Day 8 of 10
Costly Obedience and the Way of the Cross
Every Christian is called to deny themselves — not just some
Scripture Readings
Today's Reading
Read Luke 9:23-25: "And he said to all, 'If anyone would come after me, let him deny himself and take up his cross daily and follow me. For whoever would save his life will lose it, but whoever loses his life for my sake will save it. For what does it profit a man if he gains the whole world and loses or forfeits himself?'"
Then read 2 Corinthians 12:7-10: Paul's plea for the removal of his "thorn in the flesh" and God's answer: "My grace is sufficient for you, for my power is made perfect in weakness."
Reflection
This is the day when the plan becomes personal and painful — and when we must be most careful to avoid platitudes.

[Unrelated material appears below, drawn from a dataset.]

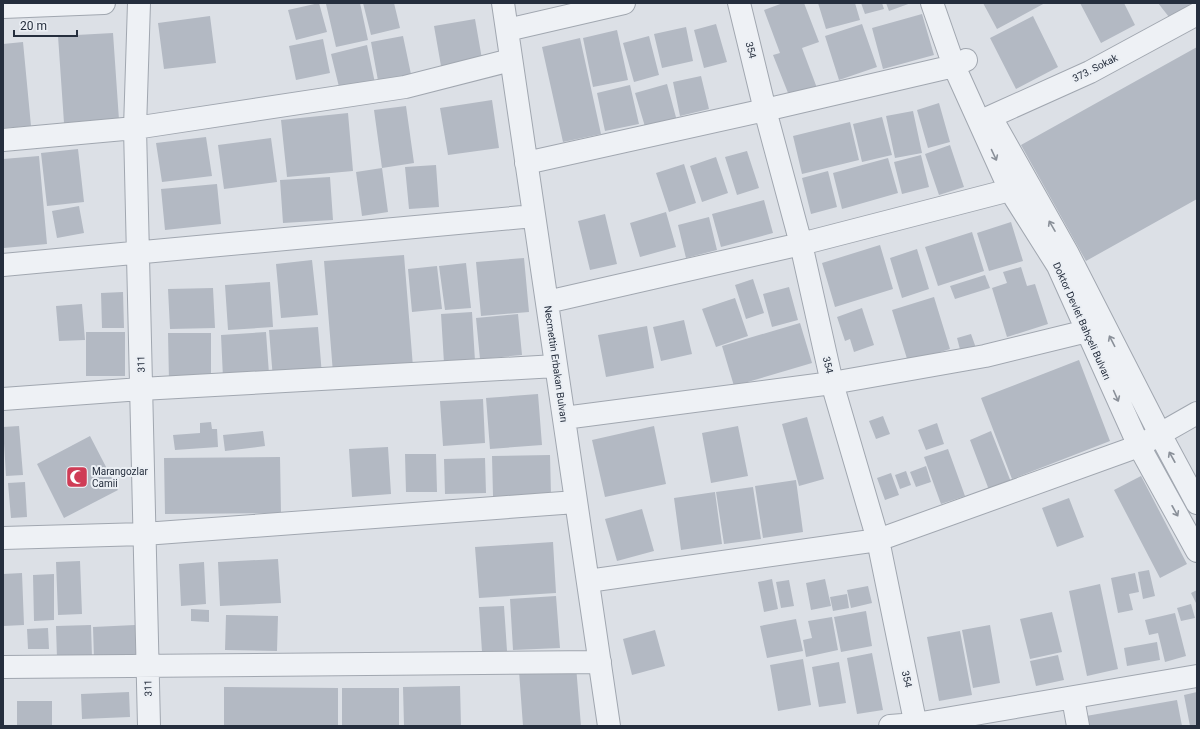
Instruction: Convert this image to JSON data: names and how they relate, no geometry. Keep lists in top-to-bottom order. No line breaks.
{"streets":{"street":["354","373. Sokak","Doktor Devlet Bahçeli Bulvarı","311","Necmettin Erbakan Bulvarı"]},"crossings":[["373. Sokak","Doktor Devlet Bahçeli Bulvarı"]],"places":{"mosque":["Marangozlar Camii"]},"scale_bar":"20 m"}
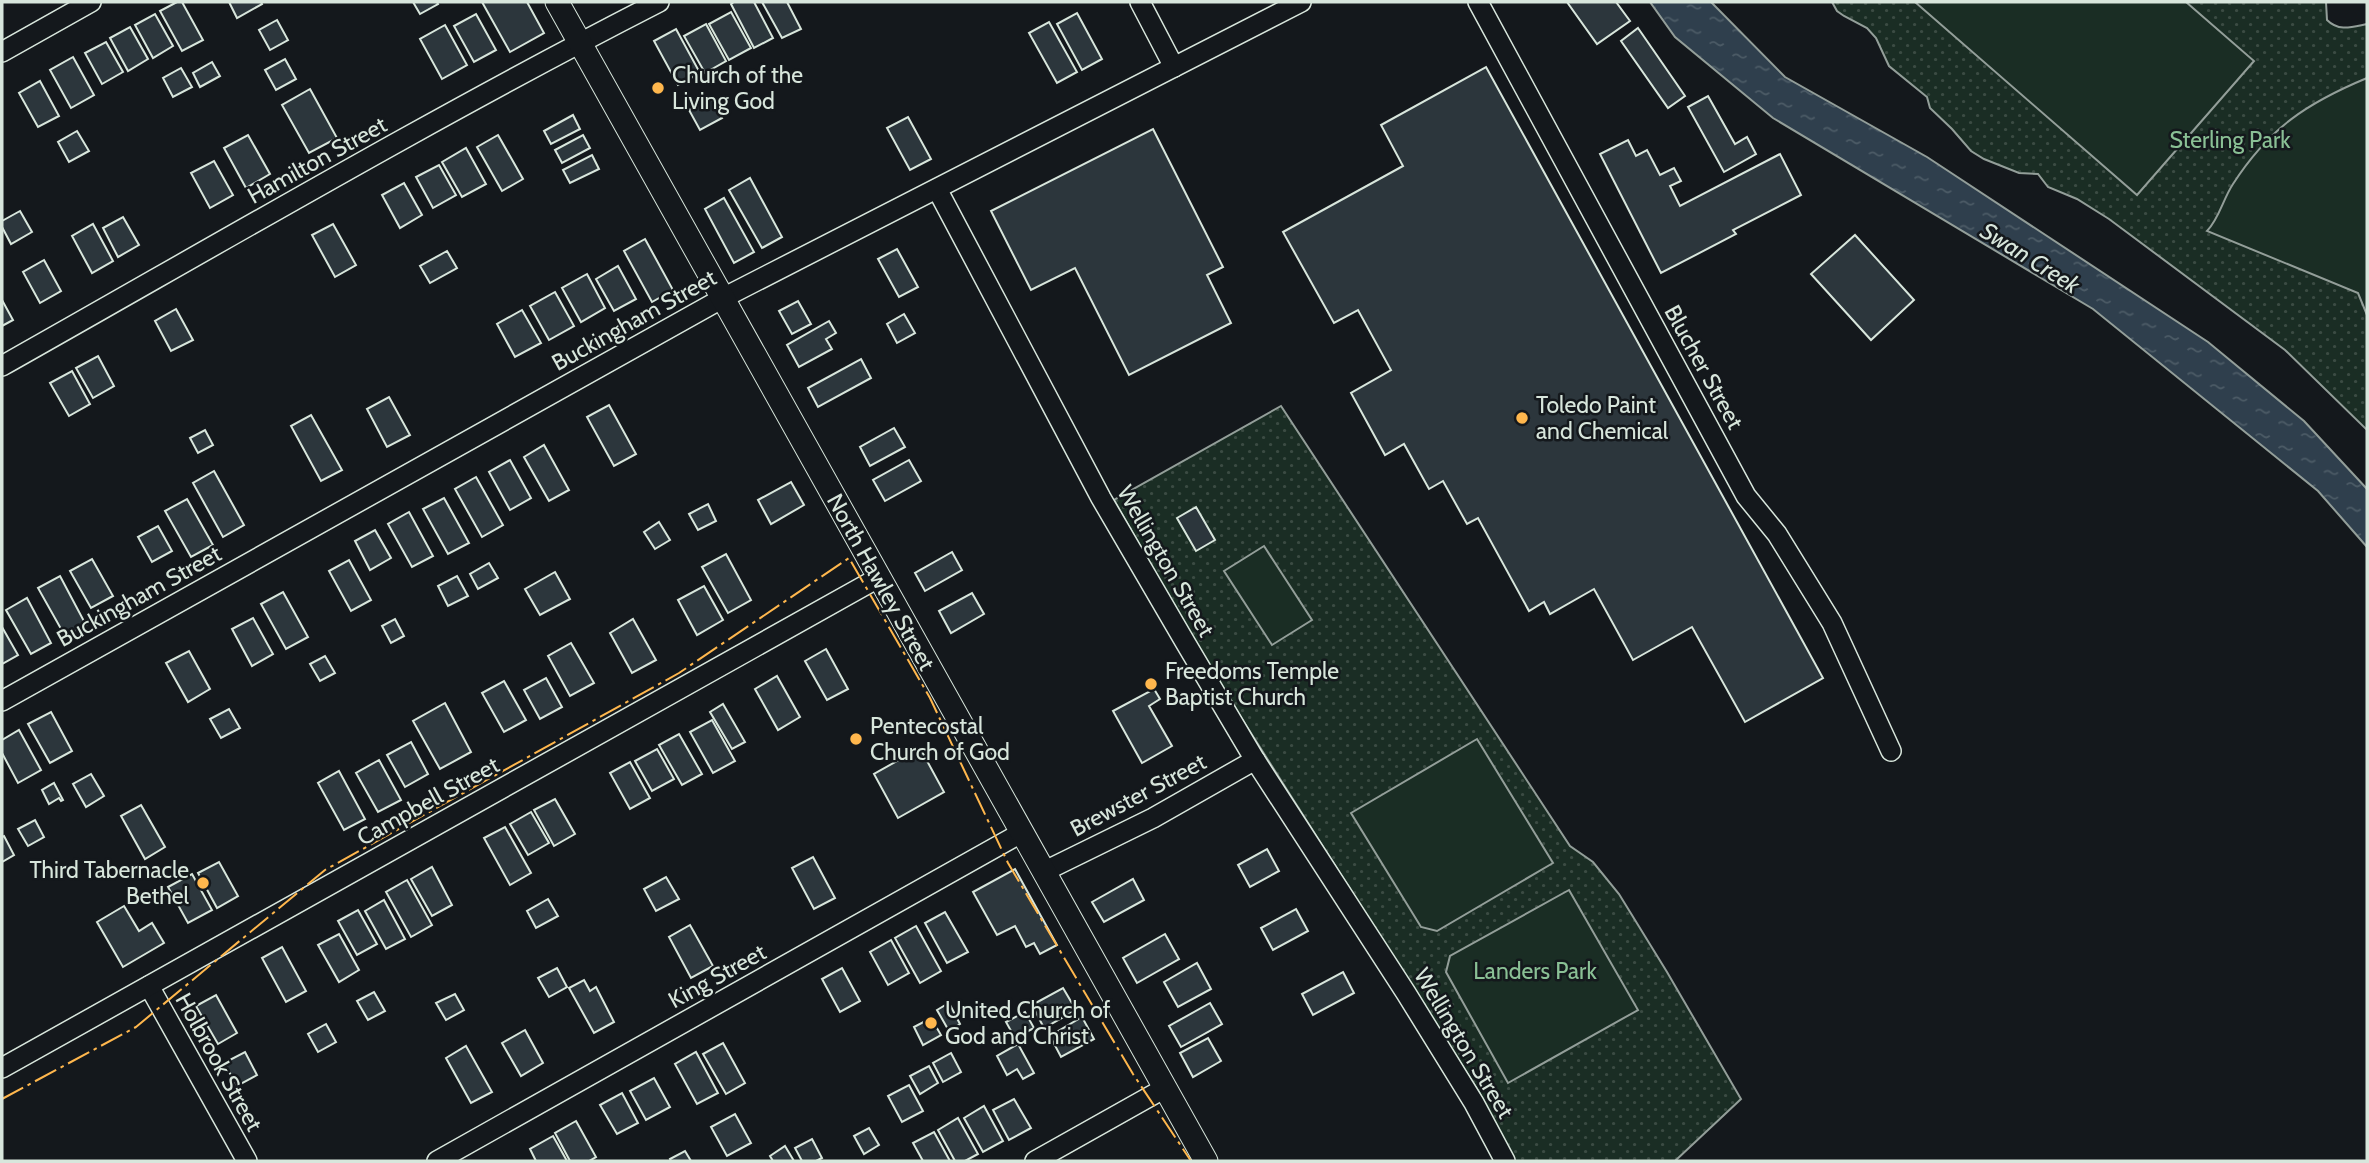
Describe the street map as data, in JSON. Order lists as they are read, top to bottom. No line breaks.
{"streets":{"street":["Hamilton Street","Buckingham Street","Blucher Street","Wellington Street","North Hawley Street","Brewster Street","Campbell Street","King Street","Holbrook Street"]},"crossings":[["Hamilton Street","North Hawley Street"],["Buckingham Street","Wellington Street"],["Buckingham Street","North Hawley Street"],["Wellington Street","Brewster Street"],["North Hawley Street","Brewster Street"],["North Hawley Street","Campbell Street"],["North Hawley Street","King Street"],["Campbell Street","Holbrook Street"]],"water":["Swan Creek"],"parks":["Sterling Park","Landers Park"],"places":["Church of the Living God","Toledo Paint and Chemical","Freedoms Temple Baptist Church","Pentecostal Church of God","Third Tabernacle Bethel","United Church of God and Christ"]}
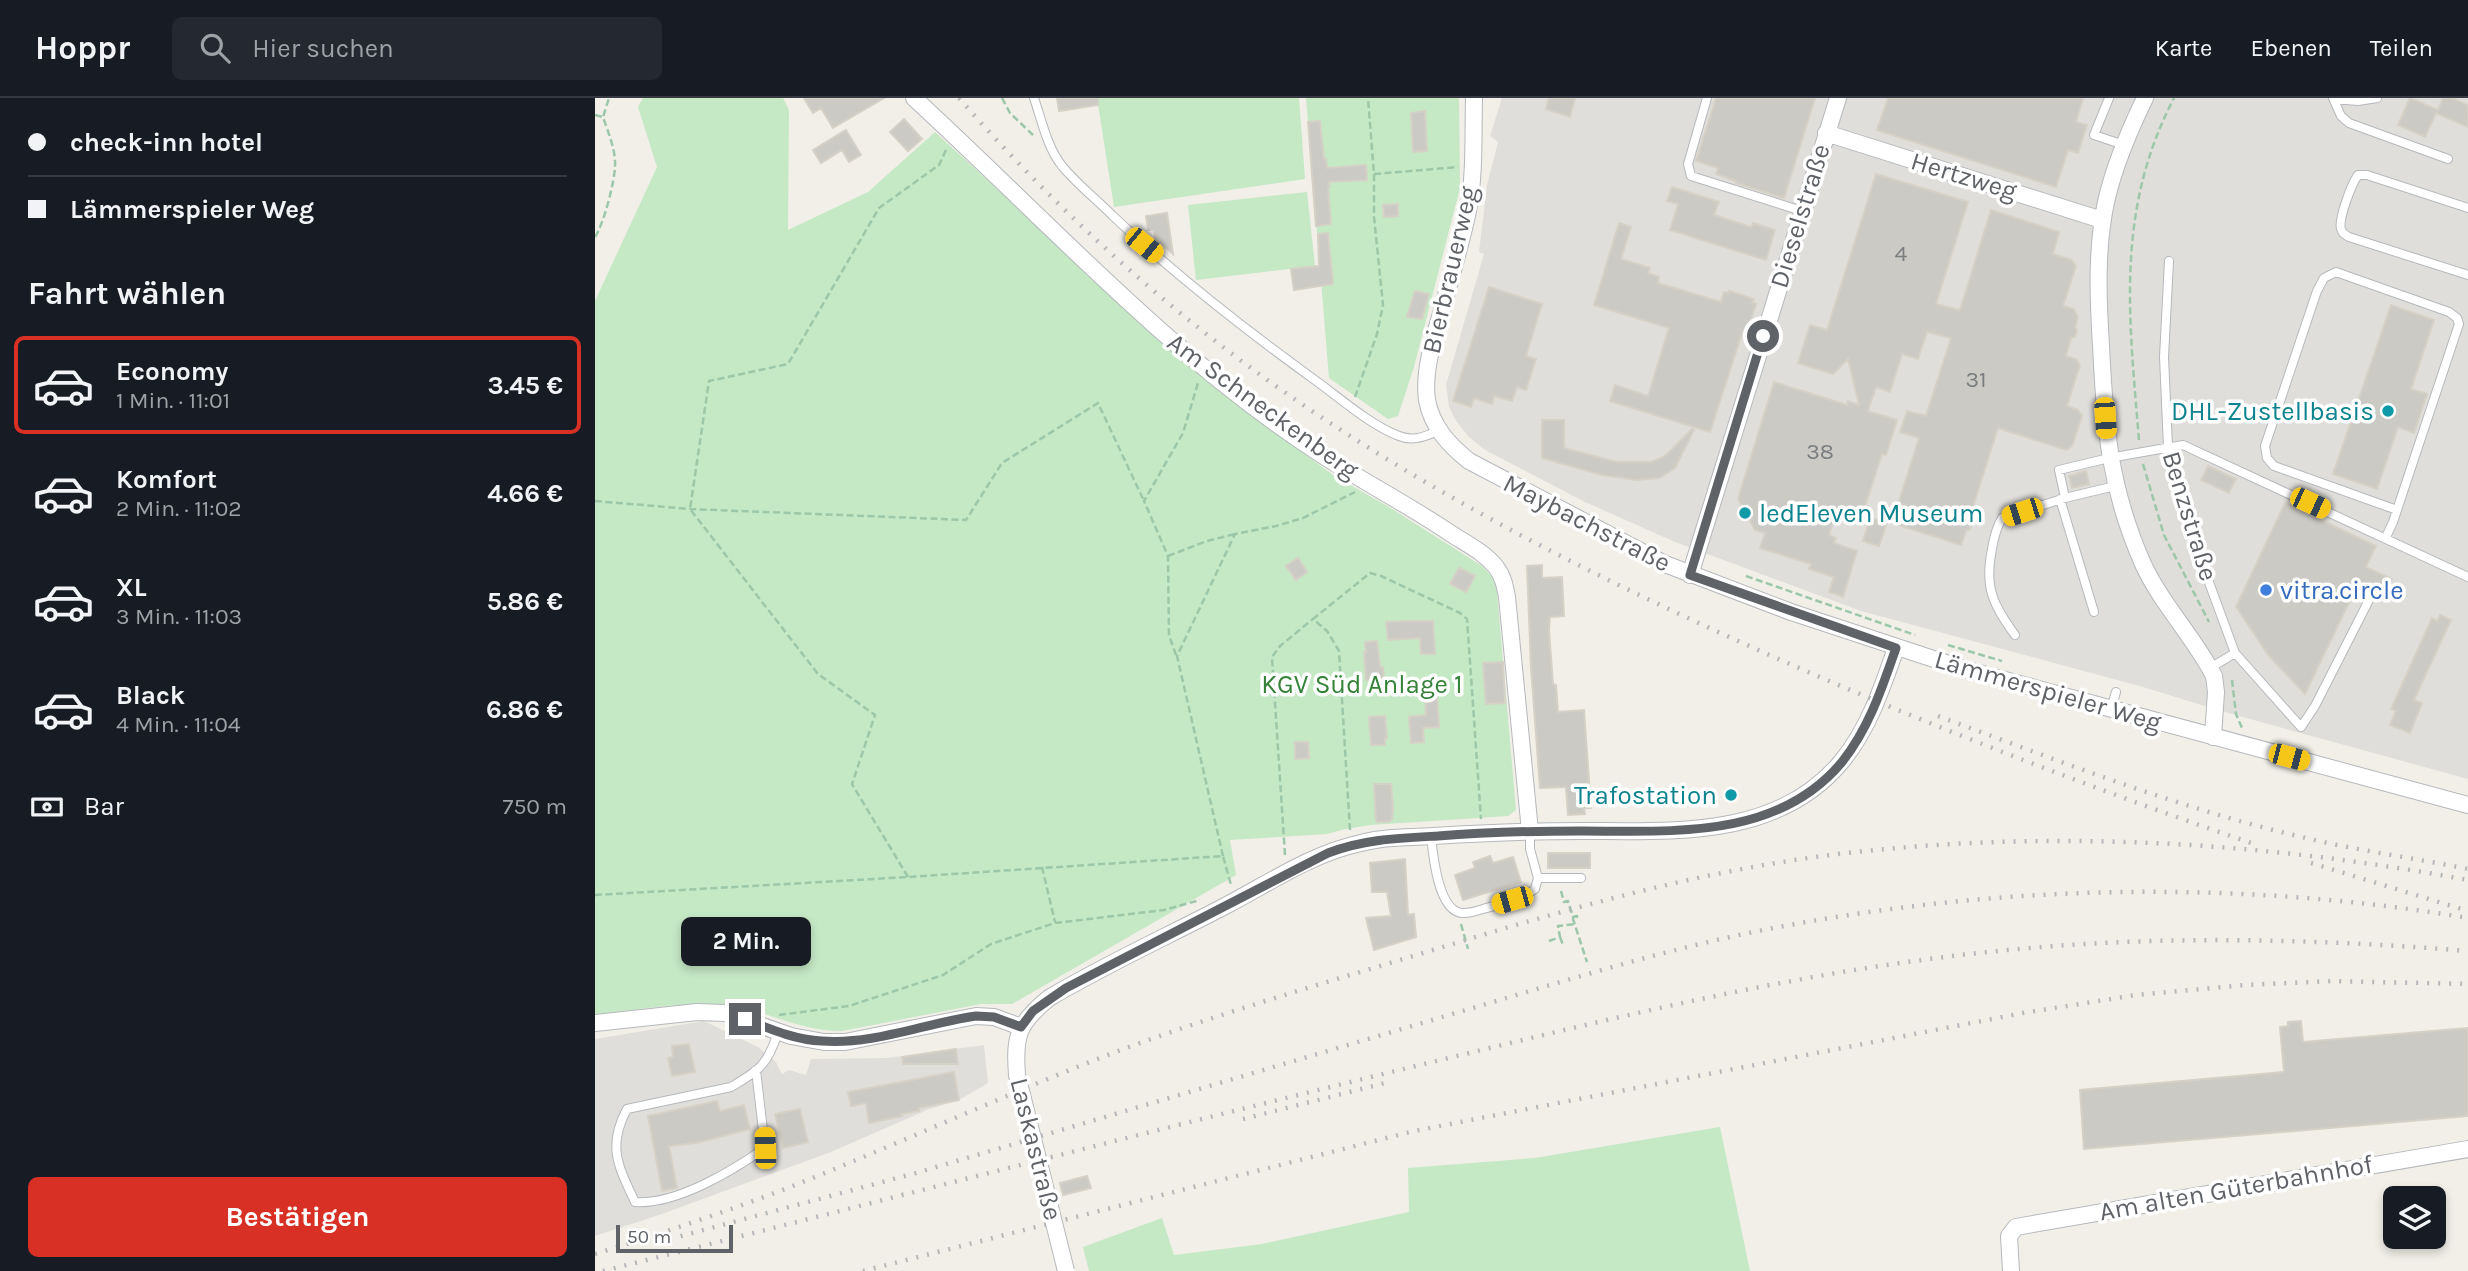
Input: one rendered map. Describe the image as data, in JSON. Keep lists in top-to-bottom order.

Jesus' call to deny yourself, take up your cross, and follow him is universal. He said it "to all" — not just to people with same-sex attraction, not just to single people, not just to those whose desires conflict with the biblical sexual ethic. Every Christian is called to die to self. The married heterosexual man who must deny his desire to look at other women, the single woman who longs for marriage and may never have it, the person with same-sex attraction who embraces a traditional sexual ethic — all are walking the same road of costly obedience, though the costs are different.
The danger of the traditional position is that it can sound as though the cost falls disproportionately on one group. And in many cases, it does. The straight Christian who holds a traditional ethic on homosexuality may never have to give up the possibility of marriage, romantic love, sexual intimacy, or family. The gay Christian who holds the same ethic may be giving up all of these — for life. This asymmetry must be named, not glossed over.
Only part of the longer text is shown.